━━ DATASET EXCERPTS

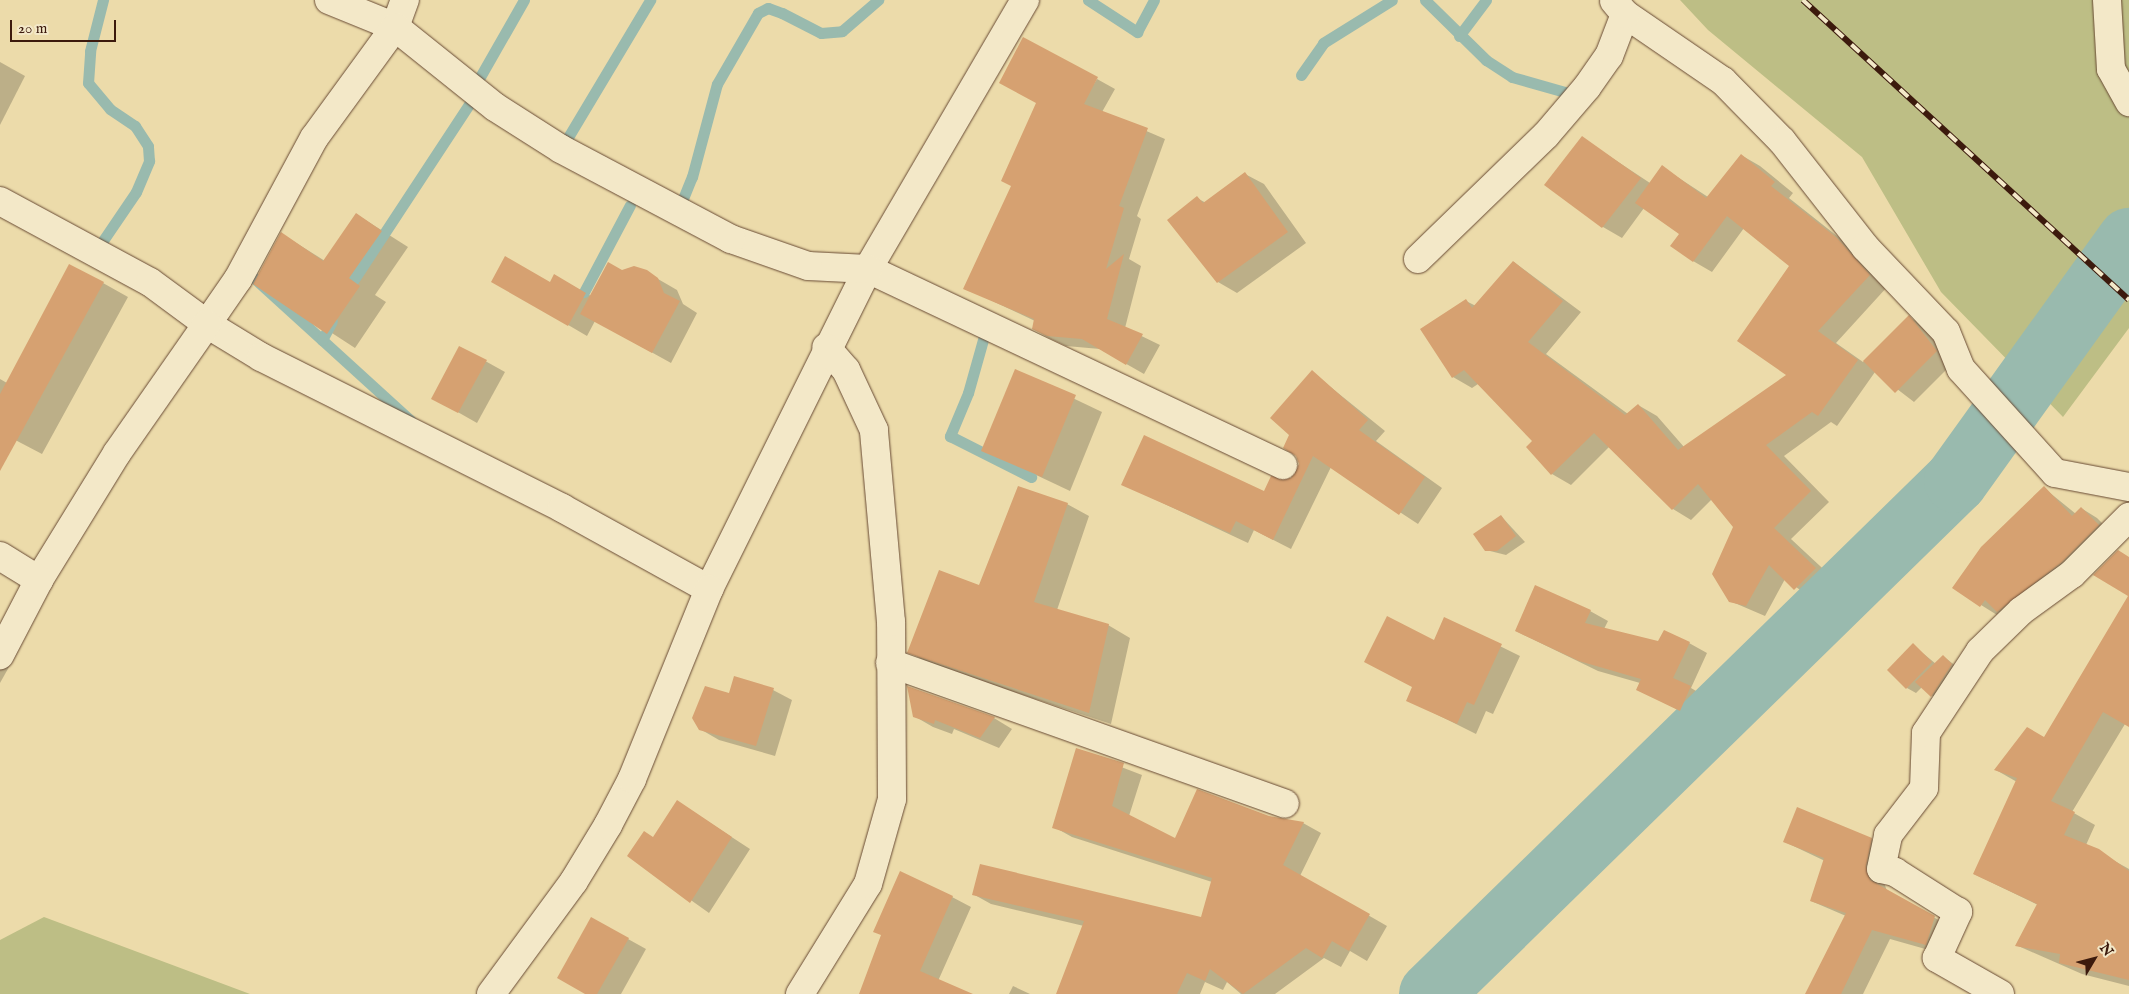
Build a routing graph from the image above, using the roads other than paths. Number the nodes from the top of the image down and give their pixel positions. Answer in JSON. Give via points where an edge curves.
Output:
{"nodes":[{"id":1,"x":329,"y":0,"type":"edge"},
{"id":2,"x":404,"y":0,"type":"edge"},
{"id":3,"x":1025,"y":0,"type":"edge"},
{"id":4,"x":2108,"y":0,"type":"edge"},
{"id":5,"x":1619,"y":7,"type":"edge"},
{"id":6,"x":395,"y":26,"type":"junction"},
{"id":7,"x":2129,"y":102,"type":"edge"},
{"id":8,"x":0,"y":201,"type":"edge"},
{"id":9,"x":1418,"y":259,"type":"dead end"},
{"id":10,"x":868,"y":269,"type":"junction"},
{"id":11,"x":207,"y":324,"type":"junction"},
{"id":12,"x":826,"y":347,"type":"junction"},
{"id":13,"x":1283,"y":465,"type":"dead end"},
{"id":14,"x":2129,"y":487,"type":"edge"},
{"id":15,"x":2129,"y":517,"type":"edge"},
{"id":16,"x":0,"y":556,"type":"edge"},
{"id":17,"x":39,"y":580,"type":"junction"},
{"id":18,"x":709,"y":589,"type":"junction"},
{"id":19,"x":0,"y":655,"type":"edge"},
{"id":20,"x":890,"y":663,"type":"junction"},
{"id":21,"x":1285,"y":804,"type":"dead end"},
{"id":22,"x":803,"y":993,"type":"edge"},
{"id":23,"x":491,"y":994,"type":"edge"},
{"id":24,"x":2000,"y":994,"type":"edge"}],
"edges":[{"from":1,"to":6,"type":"street"},
{"from":2,"to":6,"type":"street"},
{"from":3,"to":10,"type":"street"},
{"from":4,"to":7,"type":"street","via":[[2111,69]]},
{"from":5,"to":9,"type":"street","via":[[1609,56],[1566,114]]},
{"from":5,"to":14,"type":"street","via":[[1723,82],[1782,140],[1865,247],[1946,332],[1961,369],[2055,473]]},
{"from":6,"to":10,"type":"street","via":[[496,107],[561,149],[731,239],[808,266]]},
{"from":6,"to":11,"type":"street","via":[[314,138],[260,240]]},
{"from":8,"to":11,"type":"street","via":[[150,282]]},
{"from":10,"to":12,"type":"street"},
{"from":10,"to":13,"type":"street"},
{"from":11,"to":17,"type":"street","via":[[118,453]]},
{"from":11,"to":18,"type":"street","via":[[261,357],[562,508]]},
{"from":12,"to":18,"type":"street"},
{"from":12,"to":20,"type":"street","via":[[846,370],[874,430],[888,567]]},
{"from":15,"to":24,"type":"street","via":[[2072,574],[2021,611],[1980,650],[1926,733],[1924,788],[1888,835],[1881,869],[1895,872],[1958,912],[1938,958]]},
{"from":16,"to":17,"type":"street"},
{"from":17,"to":19,"type":"street"},
{"from":18,"to":23,"type":"street","via":[[632,779],[608,825],[574,881]]},
{"from":20,"to":21,"type":"street"},
{"from":20,"to":22,"type":"street","via":[[892,799],[885,836],[851,917]]}]}
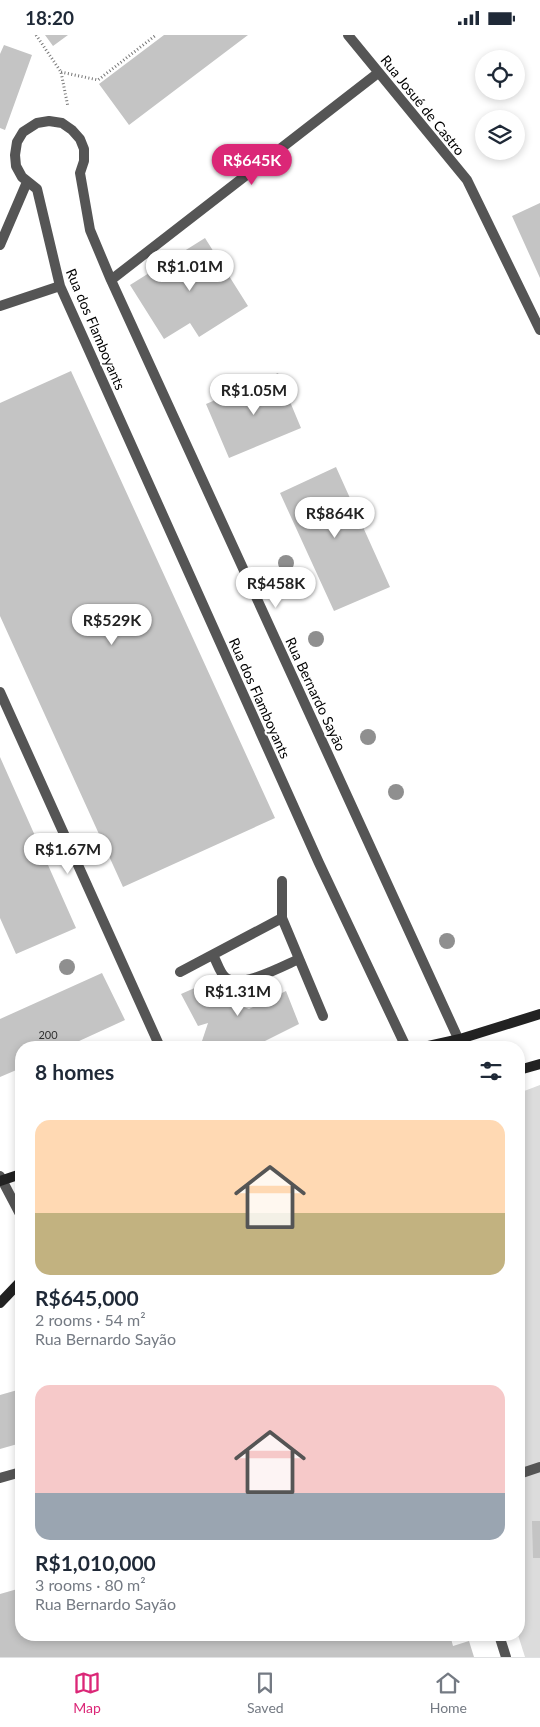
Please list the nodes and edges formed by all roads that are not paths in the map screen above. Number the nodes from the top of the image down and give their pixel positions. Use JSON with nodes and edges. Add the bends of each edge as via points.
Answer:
{"nodes":[{"id":1,"x":348,"y":35,"type":"edge"},
{"id":2,"x":378,"y":73,"type":"junction"},
{"id":3,"x":27,"y":182,"type":"junction"},
{"id":4,"x":0,"y":245,"type":"edge"},
{"id":5,"x":111,"y":280,"type":"junction"},
{"id":6,"x":60,"y":286,"type":"junction"},
{"id":7,"x":0,"y":306,"type":"edge"},
{"id":8,"x":540,"y":330,"type":"edge"},
{"id":9,"x":0,"y":692,"type":"edge"},
{"id":10,"x":282,"y":881,"type":"dead end"},
{"id":11,"x":282,"y":918,"type":"junction"},
{"id":12,"x":214,"y":955,"type":"junction"},
{"id":13,"x":299,"y":959,"type":"junction"},
{"id":14,"x":180,"y":972,"type":"dead end"},
{"id":15,"x":540,"y":1014,"type":"edge"},
{"id":16,"x":324,"y":1016,"type":"dead end"},
{"id":17,"x":157,"y":1041,"type":"edge"},
{"id":18,"x":403,"y":1041,"type":"edge"},
{"id":19,"x":460,"y":1041,"type":"edge"},
{"id":20,"x":466,"y":1041,"type":"edge"},
{"id":21,"x":540,"y":1064,"type":"edge"},
{"id":22,"x":525,"y":1068,"type":"edge"},
{"id":23,"x":15,"y":1176,"type":"edge"},
{"id":24,"x":1,"y":1179,"type":"edge"},
{"id":25,"x":15,"y":1205,"type":"edge"},
{"id":26,"x":15,"y":1287,"type":"edge"},
{"id":27,"x":0,"y":1303,"type":"edge"},
{"id":28,"x":540,"y":1467,"type":"edge"},
{"id":29,"x":525,"y":1472,"type":"edge"},
{"id":30,"x":15,"y":1474,"type":"edge"},
{"id":31,"x":0,"y":1479,"type":"edge"},
{"id":32,"x":501,"y":1641,"type":"edge"},
{"id":33,"x":506,"y":1657,"type":"edge"}],
"edges":[{"from":1,"to":2,"type":"street","name":"Rua Josué de Castro"},
{"from":2,"to":5,"type":"street"},
{"from":2,"to":8,"type":"street","name":"Rua Josué de Castro","via":[[467,180]]},
{"from":3,"to":4,"type":"street"},
{"from":3,"to":5,"type":"street","name":"Rua Bernardo Sayão","via":[[16,167],[14,155],[23,132],[37,123],[49,121],[72,129],[84,149],[80,173],[90,230]]},
{"from":3,"to":6,"type":"street","name":"Rua dos Flamboyants","via":[[37,189]]},
{"from":5,"to":19,"type":"street","name":"Rua Bernardo Sayão"},
{"from":6,"to":7,"type":"street"},
{"from":6,"to":18,"type":"street","name":"Rua dos Flamboyants","via":[[319,863]]},
{"from":9,"to":17,"type":"street"},
{"from":10,"to":11,"type":"street"},
{"from":11,"to":12,"type":"street"},
{"from":11,"to":13,"type":"street"},
{"from":12,"to":13,"type":"street","via":[[224,977],[232,982],[251,979]]},
{"from":12,"to":14,"type":"street"},
{"from":13,"to":16,"type":"street"},
{"from":15,"to":20,"type":"street"},
{"from":21,"to":22,"type":"street"},
{"from":23,"to":24,"type":"street"},
{"from":24,"to":25,"type":"street"},
{"from":26,"to":27,"type":"street"},
{"from":28,"to":29,"type":"street"},
{"from":30,"to":31,"type":"street"},
{"from":32,"to":33,"type":"street"}]}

━━━━

• **TASK GOAL**
Please return a copy of each line in the entries that has the string "Flamboyants".

• **SOLUTION FOR THIS TASK**
{"from":3,"to":6,"type":"street","name":"Rua dos Flamboyants","via":[[37,189]]},
{"from":6,"to":18,"type":"street","name":"Rua dos Flamboyants","via":[[319,863]]},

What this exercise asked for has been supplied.